____ Data for this exercise
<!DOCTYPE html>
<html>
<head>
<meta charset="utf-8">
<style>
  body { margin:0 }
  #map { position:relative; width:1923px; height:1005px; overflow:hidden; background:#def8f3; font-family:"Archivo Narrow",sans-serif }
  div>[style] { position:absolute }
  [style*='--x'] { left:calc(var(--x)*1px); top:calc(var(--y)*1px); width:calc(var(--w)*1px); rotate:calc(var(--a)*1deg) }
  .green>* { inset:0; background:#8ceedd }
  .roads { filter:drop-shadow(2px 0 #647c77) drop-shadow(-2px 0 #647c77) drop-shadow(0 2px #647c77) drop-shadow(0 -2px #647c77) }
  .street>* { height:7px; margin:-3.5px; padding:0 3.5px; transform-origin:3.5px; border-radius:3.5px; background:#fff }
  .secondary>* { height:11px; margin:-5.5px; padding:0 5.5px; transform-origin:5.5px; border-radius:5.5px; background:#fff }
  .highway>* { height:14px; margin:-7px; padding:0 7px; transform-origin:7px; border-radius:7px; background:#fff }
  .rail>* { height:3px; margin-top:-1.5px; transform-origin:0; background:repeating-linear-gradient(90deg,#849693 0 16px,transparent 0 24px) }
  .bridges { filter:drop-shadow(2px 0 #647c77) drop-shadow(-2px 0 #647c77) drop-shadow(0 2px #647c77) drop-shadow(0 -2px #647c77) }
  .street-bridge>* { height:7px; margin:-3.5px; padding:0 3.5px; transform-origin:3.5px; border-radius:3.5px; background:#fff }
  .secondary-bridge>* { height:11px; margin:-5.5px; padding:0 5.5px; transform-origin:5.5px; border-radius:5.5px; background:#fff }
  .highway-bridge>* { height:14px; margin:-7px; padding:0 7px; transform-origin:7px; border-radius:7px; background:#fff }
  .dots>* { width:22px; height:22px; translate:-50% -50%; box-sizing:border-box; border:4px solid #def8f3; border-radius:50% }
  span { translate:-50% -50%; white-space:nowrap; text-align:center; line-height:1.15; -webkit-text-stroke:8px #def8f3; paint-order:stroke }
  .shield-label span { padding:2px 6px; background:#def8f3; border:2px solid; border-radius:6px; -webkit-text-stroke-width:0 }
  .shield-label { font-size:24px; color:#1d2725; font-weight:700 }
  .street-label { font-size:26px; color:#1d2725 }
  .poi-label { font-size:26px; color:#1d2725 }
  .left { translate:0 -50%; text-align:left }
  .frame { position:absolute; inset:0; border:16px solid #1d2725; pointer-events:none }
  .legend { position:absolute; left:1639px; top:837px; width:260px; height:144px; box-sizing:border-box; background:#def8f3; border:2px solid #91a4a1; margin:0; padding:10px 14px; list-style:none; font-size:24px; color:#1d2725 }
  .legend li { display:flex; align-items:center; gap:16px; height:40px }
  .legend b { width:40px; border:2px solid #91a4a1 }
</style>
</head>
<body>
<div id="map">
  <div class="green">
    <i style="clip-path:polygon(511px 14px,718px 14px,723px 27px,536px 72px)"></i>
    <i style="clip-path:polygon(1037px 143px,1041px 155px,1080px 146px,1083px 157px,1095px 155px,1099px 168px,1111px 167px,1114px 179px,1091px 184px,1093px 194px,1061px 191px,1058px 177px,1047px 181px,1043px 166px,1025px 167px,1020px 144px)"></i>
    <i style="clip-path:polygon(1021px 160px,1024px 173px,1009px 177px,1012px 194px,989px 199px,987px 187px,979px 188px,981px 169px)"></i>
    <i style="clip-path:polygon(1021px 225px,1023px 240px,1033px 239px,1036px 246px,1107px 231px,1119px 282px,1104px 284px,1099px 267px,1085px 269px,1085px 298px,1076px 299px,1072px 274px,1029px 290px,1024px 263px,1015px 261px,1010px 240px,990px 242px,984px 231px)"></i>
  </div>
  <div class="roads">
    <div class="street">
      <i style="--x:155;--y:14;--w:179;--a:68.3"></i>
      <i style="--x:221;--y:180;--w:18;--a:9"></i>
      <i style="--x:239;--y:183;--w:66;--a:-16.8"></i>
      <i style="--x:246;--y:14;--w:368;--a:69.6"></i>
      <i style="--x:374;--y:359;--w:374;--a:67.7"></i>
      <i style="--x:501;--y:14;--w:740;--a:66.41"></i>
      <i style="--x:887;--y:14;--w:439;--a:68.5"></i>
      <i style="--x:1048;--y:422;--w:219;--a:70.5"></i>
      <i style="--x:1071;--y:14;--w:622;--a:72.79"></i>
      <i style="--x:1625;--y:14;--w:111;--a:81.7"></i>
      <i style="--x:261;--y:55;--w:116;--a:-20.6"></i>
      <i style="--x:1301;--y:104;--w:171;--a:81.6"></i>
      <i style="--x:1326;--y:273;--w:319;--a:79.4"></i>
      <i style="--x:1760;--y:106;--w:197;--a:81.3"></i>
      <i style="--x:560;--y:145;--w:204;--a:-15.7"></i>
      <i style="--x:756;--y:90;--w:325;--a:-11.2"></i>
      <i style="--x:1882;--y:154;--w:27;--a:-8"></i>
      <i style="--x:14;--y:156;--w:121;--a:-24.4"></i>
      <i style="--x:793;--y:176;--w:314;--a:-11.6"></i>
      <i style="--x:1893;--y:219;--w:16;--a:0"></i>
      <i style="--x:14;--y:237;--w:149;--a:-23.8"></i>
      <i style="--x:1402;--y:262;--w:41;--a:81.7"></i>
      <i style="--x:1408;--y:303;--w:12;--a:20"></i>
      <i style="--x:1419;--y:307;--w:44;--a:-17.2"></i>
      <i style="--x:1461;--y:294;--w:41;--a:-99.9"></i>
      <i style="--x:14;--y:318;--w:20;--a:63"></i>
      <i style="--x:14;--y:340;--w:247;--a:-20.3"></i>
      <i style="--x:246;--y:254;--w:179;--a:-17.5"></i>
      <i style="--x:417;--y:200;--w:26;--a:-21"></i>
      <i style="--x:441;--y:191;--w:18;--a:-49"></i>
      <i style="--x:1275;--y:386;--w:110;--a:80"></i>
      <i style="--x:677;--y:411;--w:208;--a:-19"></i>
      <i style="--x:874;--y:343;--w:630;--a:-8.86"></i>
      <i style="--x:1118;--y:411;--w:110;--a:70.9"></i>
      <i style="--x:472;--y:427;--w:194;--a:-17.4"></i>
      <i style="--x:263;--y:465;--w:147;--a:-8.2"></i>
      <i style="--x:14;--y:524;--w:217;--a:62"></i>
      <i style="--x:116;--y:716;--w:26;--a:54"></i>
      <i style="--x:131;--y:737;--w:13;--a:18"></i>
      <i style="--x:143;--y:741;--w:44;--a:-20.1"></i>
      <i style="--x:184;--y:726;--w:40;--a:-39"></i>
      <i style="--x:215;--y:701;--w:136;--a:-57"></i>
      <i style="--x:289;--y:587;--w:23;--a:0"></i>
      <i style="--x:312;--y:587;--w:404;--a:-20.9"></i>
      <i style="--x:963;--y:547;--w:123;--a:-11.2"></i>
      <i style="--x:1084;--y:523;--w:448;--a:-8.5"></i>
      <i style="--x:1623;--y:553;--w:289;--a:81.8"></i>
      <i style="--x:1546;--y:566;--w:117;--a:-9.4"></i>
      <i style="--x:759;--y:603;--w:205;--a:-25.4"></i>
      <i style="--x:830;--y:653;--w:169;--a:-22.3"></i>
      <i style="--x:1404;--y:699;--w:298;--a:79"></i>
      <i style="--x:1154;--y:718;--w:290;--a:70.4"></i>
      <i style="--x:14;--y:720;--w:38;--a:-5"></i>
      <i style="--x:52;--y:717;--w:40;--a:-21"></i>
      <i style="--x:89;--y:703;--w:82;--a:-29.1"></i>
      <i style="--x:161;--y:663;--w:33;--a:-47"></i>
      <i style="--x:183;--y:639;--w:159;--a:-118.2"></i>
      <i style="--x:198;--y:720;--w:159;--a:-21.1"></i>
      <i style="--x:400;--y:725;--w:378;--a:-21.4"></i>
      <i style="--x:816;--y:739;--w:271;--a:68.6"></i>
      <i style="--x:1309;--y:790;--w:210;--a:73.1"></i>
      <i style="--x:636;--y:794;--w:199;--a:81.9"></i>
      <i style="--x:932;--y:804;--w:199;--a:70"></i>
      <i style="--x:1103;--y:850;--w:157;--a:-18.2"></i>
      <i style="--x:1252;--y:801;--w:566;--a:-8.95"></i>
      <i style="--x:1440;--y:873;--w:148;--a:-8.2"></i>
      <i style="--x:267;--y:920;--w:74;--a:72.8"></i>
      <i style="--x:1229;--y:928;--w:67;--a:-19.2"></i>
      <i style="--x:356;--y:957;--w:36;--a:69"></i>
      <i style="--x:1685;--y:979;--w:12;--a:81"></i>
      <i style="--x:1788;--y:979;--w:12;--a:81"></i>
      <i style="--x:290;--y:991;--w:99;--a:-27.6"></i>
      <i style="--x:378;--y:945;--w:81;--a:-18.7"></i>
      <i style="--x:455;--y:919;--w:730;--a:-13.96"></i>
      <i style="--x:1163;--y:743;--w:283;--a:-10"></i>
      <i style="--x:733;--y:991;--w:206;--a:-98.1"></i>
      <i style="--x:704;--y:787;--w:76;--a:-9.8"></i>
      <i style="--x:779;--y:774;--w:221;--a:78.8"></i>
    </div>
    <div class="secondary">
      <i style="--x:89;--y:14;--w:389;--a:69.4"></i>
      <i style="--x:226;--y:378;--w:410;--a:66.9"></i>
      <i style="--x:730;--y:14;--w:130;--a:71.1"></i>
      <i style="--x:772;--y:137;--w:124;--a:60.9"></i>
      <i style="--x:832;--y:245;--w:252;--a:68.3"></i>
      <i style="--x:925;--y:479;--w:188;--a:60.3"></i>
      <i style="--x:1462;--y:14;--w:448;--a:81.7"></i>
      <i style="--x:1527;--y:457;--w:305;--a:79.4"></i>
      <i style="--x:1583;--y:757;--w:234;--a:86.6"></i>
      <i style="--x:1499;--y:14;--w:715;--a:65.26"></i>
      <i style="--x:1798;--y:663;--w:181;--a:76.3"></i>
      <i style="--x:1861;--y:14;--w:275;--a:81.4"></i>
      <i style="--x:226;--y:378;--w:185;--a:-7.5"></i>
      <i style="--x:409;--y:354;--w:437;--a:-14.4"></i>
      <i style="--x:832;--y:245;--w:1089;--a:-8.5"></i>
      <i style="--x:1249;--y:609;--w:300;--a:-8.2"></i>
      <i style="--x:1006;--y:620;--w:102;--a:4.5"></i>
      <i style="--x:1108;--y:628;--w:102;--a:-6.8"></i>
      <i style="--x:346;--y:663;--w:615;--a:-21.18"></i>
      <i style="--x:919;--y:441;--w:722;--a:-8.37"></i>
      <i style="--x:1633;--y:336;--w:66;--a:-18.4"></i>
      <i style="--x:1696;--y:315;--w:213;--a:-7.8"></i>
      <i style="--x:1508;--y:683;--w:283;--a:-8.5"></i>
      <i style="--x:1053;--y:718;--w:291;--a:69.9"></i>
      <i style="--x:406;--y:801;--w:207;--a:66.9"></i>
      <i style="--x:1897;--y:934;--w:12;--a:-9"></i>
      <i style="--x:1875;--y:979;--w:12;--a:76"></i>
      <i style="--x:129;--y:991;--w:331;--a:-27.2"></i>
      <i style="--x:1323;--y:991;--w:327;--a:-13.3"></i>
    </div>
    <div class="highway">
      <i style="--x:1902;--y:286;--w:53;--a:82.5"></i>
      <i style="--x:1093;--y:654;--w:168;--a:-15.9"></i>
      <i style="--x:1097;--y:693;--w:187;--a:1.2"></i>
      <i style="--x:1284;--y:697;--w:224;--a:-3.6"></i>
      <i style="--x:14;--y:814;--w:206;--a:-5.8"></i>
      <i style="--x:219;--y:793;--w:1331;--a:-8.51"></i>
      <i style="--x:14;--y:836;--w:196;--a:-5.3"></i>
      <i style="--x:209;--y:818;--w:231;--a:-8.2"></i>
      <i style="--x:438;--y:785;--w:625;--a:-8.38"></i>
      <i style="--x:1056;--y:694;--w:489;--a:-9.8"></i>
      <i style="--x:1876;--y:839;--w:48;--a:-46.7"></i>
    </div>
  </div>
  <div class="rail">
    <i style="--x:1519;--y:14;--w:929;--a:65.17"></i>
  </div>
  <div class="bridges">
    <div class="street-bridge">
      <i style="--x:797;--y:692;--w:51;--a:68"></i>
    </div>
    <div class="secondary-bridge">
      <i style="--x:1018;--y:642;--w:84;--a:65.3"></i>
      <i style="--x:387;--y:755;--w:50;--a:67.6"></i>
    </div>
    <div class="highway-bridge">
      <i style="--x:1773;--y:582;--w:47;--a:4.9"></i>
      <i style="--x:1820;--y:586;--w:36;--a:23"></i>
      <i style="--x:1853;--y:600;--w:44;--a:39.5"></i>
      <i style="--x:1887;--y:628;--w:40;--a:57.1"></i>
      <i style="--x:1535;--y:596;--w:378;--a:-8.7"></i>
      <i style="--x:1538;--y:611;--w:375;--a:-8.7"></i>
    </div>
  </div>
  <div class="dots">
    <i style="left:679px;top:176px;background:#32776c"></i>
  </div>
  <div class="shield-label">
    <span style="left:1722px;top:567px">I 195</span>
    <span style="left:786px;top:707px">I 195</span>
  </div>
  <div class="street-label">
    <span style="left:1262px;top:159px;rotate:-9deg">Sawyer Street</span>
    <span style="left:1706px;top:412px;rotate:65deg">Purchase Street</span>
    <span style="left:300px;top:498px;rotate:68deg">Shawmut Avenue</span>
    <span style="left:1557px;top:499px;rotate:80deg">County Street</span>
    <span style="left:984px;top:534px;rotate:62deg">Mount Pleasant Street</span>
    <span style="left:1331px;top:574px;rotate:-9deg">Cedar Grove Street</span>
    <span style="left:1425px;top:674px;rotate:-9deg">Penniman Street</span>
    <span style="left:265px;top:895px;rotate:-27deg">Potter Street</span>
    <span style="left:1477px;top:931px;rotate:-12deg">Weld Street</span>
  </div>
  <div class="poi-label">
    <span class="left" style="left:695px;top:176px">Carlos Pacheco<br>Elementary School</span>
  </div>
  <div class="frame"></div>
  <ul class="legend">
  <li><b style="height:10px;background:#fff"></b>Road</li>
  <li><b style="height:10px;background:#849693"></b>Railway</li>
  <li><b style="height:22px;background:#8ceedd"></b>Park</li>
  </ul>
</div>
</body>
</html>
________
Try it
Pull together all lines from the data that mention the word "roads".

Answer
  .roads { filter:drop-shadow(2px 0 #647c77) drop-shadow(-2px 0 #647c77) drop-shadow(0 2px #647c77) drop-shadow(0 -2px #647c77) }
  <div class="roads">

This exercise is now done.